Our own sun will provide insight in the interaction between magnetism and gravity.
Mahal_Kita
1 / 5 (1) Jun 16, 2011
"And if 'black' holes actually nucleate and eject new matter to grow galaxies from within' - tuxford

No reputable person in the scientific community has proposed this.

Did you hear it on Coast to Coast last week before the bit on Bigfoot?


In our space-time continuum a singularity is just that. Nothing will come out. Ever.
orgon
1 / 5 (3) Jun 16, 2011
The problem is, in relativity the photons have both zero rest mass, both zero dynamic mass. In Aether physics the mass of radiation generated with stars manifests like quite normal matter and it can condense somewhere else in clouds of dark matter. The matter just undulates in universe from place to place like the giant fluctuations of hypothetical gas via radiation.
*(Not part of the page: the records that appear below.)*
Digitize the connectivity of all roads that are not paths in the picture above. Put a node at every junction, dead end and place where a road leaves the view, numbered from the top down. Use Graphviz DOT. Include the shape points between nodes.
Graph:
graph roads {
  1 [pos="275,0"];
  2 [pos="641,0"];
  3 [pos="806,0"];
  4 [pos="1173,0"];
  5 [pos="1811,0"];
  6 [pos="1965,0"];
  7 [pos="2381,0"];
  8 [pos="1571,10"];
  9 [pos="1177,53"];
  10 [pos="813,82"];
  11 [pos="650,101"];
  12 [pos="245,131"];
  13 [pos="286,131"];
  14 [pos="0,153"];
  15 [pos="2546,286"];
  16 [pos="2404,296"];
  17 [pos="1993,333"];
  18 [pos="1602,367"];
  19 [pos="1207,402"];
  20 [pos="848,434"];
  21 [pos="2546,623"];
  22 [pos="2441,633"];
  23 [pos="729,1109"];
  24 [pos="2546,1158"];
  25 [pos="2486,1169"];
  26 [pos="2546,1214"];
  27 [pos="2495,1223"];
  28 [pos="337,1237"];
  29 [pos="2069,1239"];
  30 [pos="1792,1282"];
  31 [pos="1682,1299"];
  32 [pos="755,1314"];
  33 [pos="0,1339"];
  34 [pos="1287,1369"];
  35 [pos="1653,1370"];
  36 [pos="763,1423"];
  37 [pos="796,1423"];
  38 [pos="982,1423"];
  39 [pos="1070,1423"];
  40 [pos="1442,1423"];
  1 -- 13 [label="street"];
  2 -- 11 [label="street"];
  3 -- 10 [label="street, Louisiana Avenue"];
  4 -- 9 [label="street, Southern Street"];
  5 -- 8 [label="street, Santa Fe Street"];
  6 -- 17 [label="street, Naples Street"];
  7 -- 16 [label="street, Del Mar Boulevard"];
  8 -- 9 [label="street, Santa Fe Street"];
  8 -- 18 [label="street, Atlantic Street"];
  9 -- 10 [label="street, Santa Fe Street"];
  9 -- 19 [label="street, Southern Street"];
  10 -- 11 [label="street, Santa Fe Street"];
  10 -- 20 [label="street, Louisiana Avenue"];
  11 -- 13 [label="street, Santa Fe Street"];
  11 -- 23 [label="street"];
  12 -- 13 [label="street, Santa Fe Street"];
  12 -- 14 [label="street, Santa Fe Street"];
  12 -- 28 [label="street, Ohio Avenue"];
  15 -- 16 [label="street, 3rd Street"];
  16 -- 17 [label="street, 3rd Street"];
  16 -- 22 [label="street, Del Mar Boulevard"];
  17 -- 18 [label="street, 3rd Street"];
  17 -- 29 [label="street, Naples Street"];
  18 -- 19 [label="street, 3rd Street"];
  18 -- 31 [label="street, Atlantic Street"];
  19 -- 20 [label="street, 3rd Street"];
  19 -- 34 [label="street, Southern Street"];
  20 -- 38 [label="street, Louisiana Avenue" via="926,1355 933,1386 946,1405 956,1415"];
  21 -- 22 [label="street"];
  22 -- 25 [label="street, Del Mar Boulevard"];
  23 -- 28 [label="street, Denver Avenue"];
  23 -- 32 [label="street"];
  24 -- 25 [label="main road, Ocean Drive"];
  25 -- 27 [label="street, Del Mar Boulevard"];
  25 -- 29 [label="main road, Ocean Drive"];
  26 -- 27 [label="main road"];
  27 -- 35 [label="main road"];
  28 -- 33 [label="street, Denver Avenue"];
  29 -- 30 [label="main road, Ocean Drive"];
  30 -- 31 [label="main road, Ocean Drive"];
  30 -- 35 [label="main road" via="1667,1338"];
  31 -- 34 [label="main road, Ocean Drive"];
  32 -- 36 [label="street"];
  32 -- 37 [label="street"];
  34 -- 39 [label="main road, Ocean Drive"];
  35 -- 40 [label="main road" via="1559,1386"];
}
With compare to it, the mainstream cosmology is very schematic: it just considers, whole energy of Universe appeared from nothing(???) and now its just dispersed with neverending entropy increasing(???).

Of course, the intrinsic gravity of photons can manifest at very large cosmological distances only, because the light is fast. But because the light is moving very slowly inside/around of very dense matter, the same phenomena can explain breaking of symmetry, which we are observing in high energy physics. The notion of distance/energy density scale is relative there.